■ **What you are asked to do**
Among the lines below, some may hold the word "Drive"; state how many do, giving only the number.

■ **Dataset records**
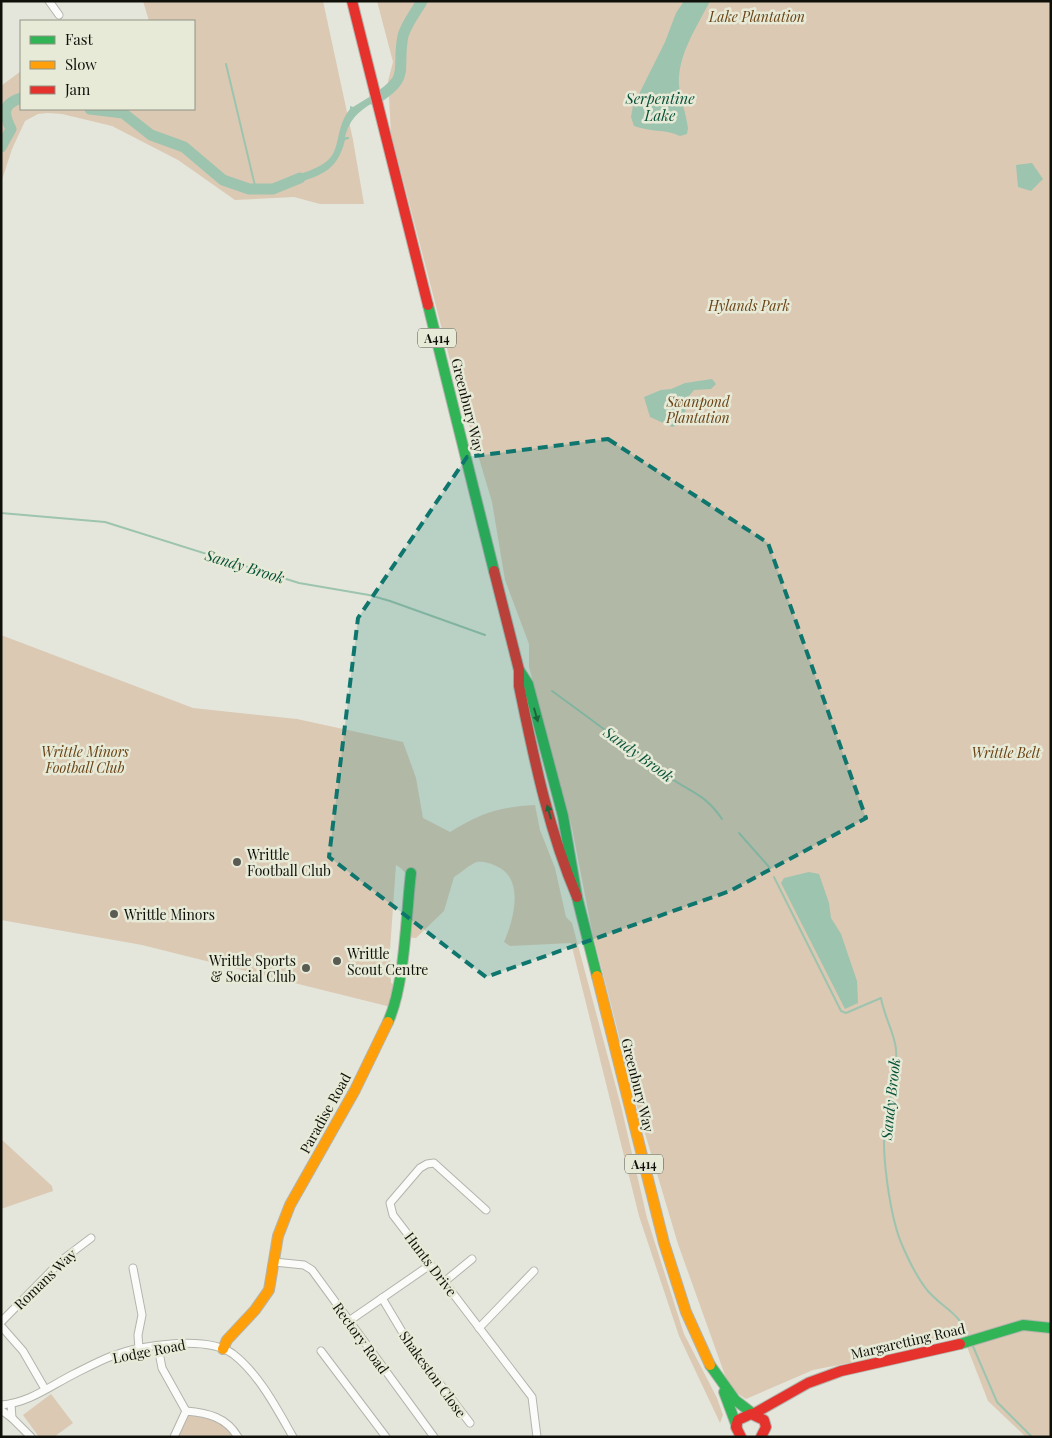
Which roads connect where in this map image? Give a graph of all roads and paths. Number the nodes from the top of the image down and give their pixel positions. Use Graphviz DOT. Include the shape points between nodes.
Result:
graph roads {
  1 [pos="49,1"];
  2 [pos="352,1"];
  3 [pos="59,15"];
  4 [pos="411,873"];
  5 [pos="486,1210"];
  6 [pos="91,1238"];
  7 [pos="472,1259"];
  8 [pos="274,1262"];
  9 [pos="430,1265"];
  10 [pos="133,1268"];
  11 [pos="534,1270"];
  12 [pos="444,1282"];
  13 [pos="382,1298"];
  14 [pos="349,1321"];
  15 [pos="1,1322"];
  16 [pos="1,1326"];
  17 [pos="479,1328"];
  18 [pos="1051,1328"];
  19 [pos="158,1347"];
  20 [pos="223,1349"];
  21 [pos="139,1350"];
  22 [pos="321,1351"];
  23 [pos="723,1389"];
  24 [pos="45,1390"];
  25 [pos="776,1402"];
  26 [pos="11,1404"];
  27 [pos="1,1405"];
  28 [pos="1,1410"];
  29 [pos="186,1411"];
  30 [pos="754,1413"];
  31 [pos="12,1418"];
  32 [pos="470,1423"];
  33 [pos="764,1431"];
  34 [pos="737,1433"];
  35 [pos="31,1437"];
  36 [pos="174,1437"];
  37 [pos="238,1437"];
  38 [pos="293,1437"];
  39 [pos="386,1437"];
  40 [pos="434,1437"];
  41 [pos="536,1437"];
  1 -- 3 [label="street"];
  2 -- 23 [label="main road, Greenbury Way / A414" via="519,670 528,684 558,794 577,897 664,1243 695,1334"];
  4 -- 8 [label="main road, Paradise Road" via="400,984 393,1011 355,1090 290,1205 278,1236"];
  5 -- 9 [label="street, Hunts Drive" via="434,1163 420,1168 390,1203 393,1215"];
  6 -- 15 [label="street, Romans Way" via="62,1260"];
  7 -- 12 [label="street"];
  8 -- 14 [label="street, Rectory Road" via="308,1267"];
  8 -- 20 [label="main road, Paradise Road" via="266,1295 231,1334"];
  9 -- 12 [label="street, Hunts Drive"];
  9 -- 13 [label="street"];
  10 -- 21 [label="street" via="142,1315"];
  11 -- 17 [label="street"];
  12 -- 17 [label="street, Hunts Drive"];
  13 -- 14 [label="street"];
  13 -- 32 [label="street, Shakeston Close" via="410,1345"];
  14 -- 40 [label="street, Rectory Road"];
  16 -- 24 [label="street" via="23,1351"];
  17 -- 41 [label="street, Hunts Drive" via="532,1397"];
  18 -- 25 [label="main road, Margaretting Road" via="1024,1325 948,1347 841,1371 808,1383"];
  19 -- 20 [label="street, Lodge Road" via="189,1342"];
  19 -- 21 [label="street, Lodge Road"];
  19 -- 29 [label="street" via="162,1368"];
  20 -- 38 [label="street, Lodge Road" via="240,1360 254,1376"];
  21 -- 24 [label="street, Lodge Road" via="111,1356"];
  22 -- 39 [label="street"];
  23 -- 30 [label="main road, Greenbury Way / A414" via="733,1400"];
  23 -- 34 [label="main road, Greenbury Way / A414"];
  24 -- 26 [label="street, Lodge Road"];
  25 -- 30 [label="main road, Margaretting Road"];
  25 -- 33 [label="main road, Margaretting Road"];
  26 -- 27 [label="street, Lodge Road"];
  26 -- 31 [label="street"];
  28 -- 31 [label="street"];
  29 -- 36 [label="street"];
  29 -- 37 [label="street" via="223,1420"];
  30 -- 33 [label="main road, Greenbury Way"];
  30 -- 34 [label="main road, Margaretting Road" via="740,1418"];
  31 -- 35 [label="street"];
}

■ **Solution**
4